“Todos os dias, sinto que estou me arrumando para uma guerra”

Dados da secretaria estadual de saúde apontam que, desde o início da pandemia, o Rio Grande do Sul já registrou quase 10.000 profissionais de saúde infectados pela COVID-19. Em Caxias do Sul, maior cidade da Serra Gaúcha, os casos entre esses trabalhadores contabilizaram mais de 500 até esta semana. Entre as vítimas está a fisioterapeuta Camila Fiorio, funcionária do Hospital Pompéia. Com diagnóstico positivo da COVID-19, a profissional de 37 anos internou na UTI do hospital no último sábado, 15/08, sem registro de doenças pré-existentes. Ela teve embolia pulmonar e sua morte foi registrada na manhã de domingo, 16/08. 

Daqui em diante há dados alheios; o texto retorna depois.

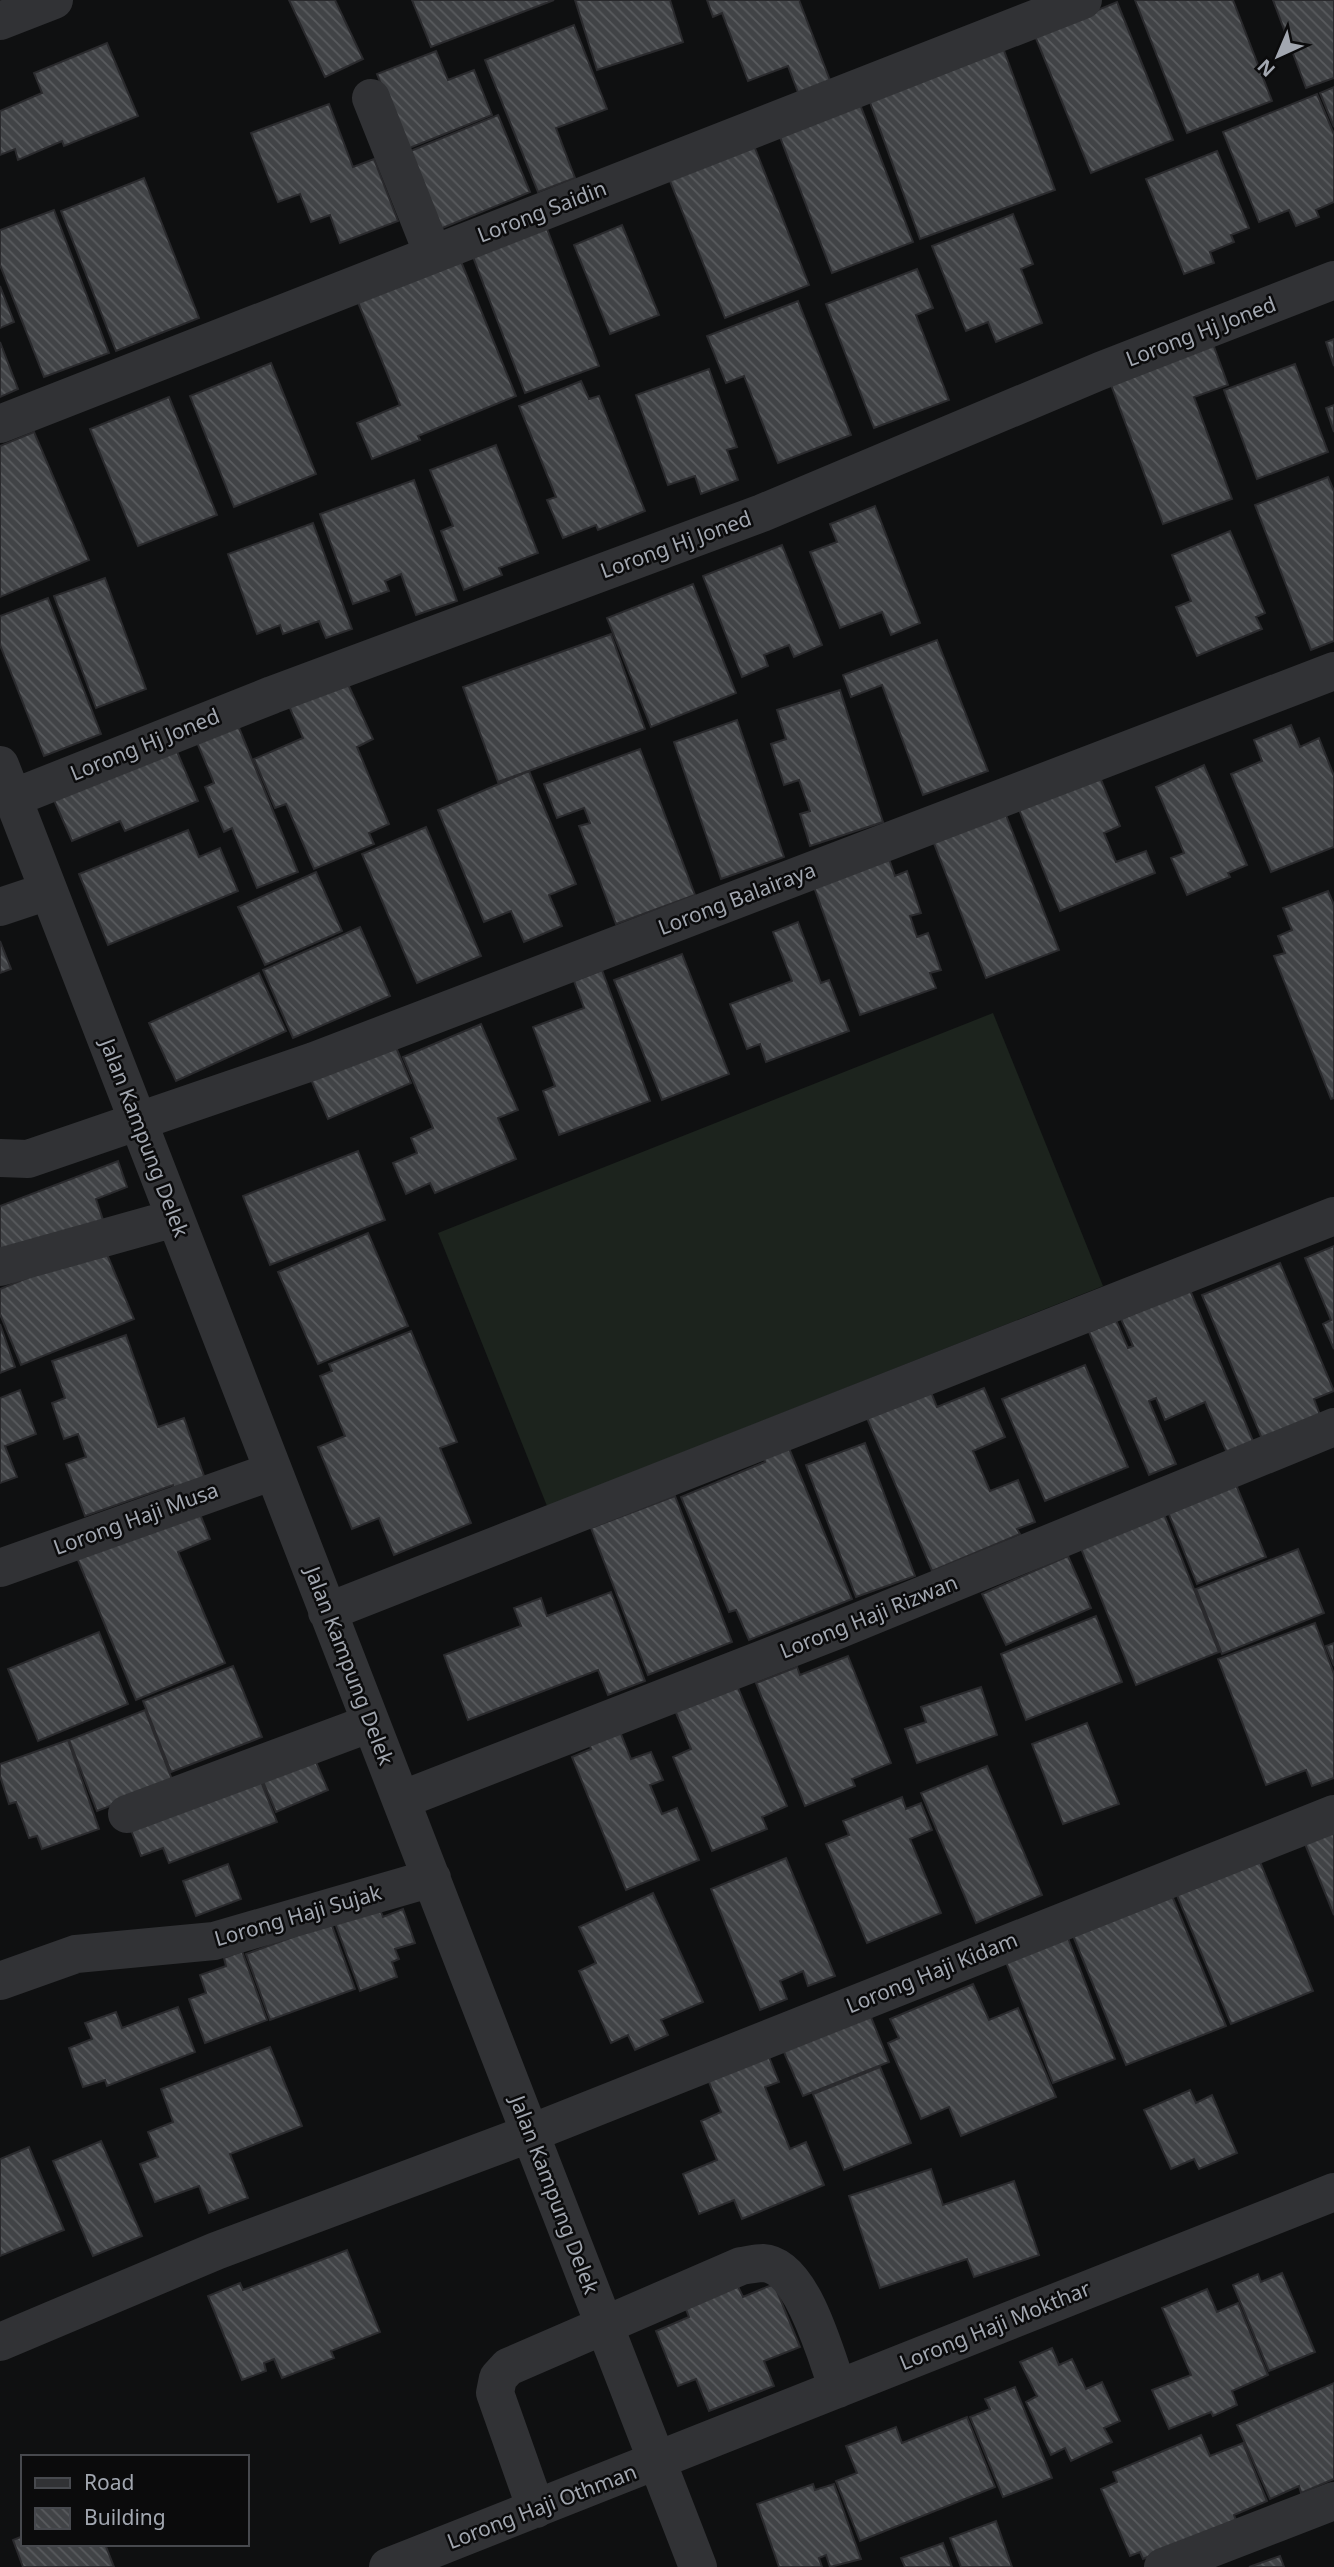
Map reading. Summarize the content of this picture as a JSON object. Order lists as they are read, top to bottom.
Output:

Nas redes sociais, amigos, familiares e colegas de trabalho lamentaram a perda. O Hospital Pompéia declarou que a profissional será lembrada “pela dedicação e empenho com que exerceu suas atividades, ao longo destes doze anos, na gestão do serviço de fisioterapia”. 

Entretanto, mais que a exposição constante ao vírus, os profissionais da saúde estão enfrentando situações que têm tornado a rotina desafiadora e, muitas vezes, exaustiva. Para a enfermeira do Centro Obstétrico do Hospital Tacchini, Gabriela Valiati, desde o início da pandemia os momentos de incerteza e insegurança acompanham a rotina profissional. “Cada dia é um dia diferente no qual há novos estudos, protocolos, novos processos e procedimentos que visam um melhor atendimento seguro e de qualidade. Mas no meu trabalho diário, a minha maior dificuldade é precisar ficar mais distante durante a assistência à gestante, à puérpera e ao bebê, pois prezo muito pelo contato físico. Gosto de estar perto e conversar, olho no olho”, revela. 

A enfermeira do Pronto-socorro (PS) do Tacchini, Carene Carvalho da Silva Silvestre, descreve a pandemia como um cenário de guerra. “Todos os dias, quanto estou me arrumando para ir trabalhar, sinto que estou me arrumando para uma guerra. E eu não conheço contra quem estou lutando. Tudo que sei é que tenho que lutar e vencer todos os dias, porque minha filha e meu marido me esperam em casa”, descreve a profissional.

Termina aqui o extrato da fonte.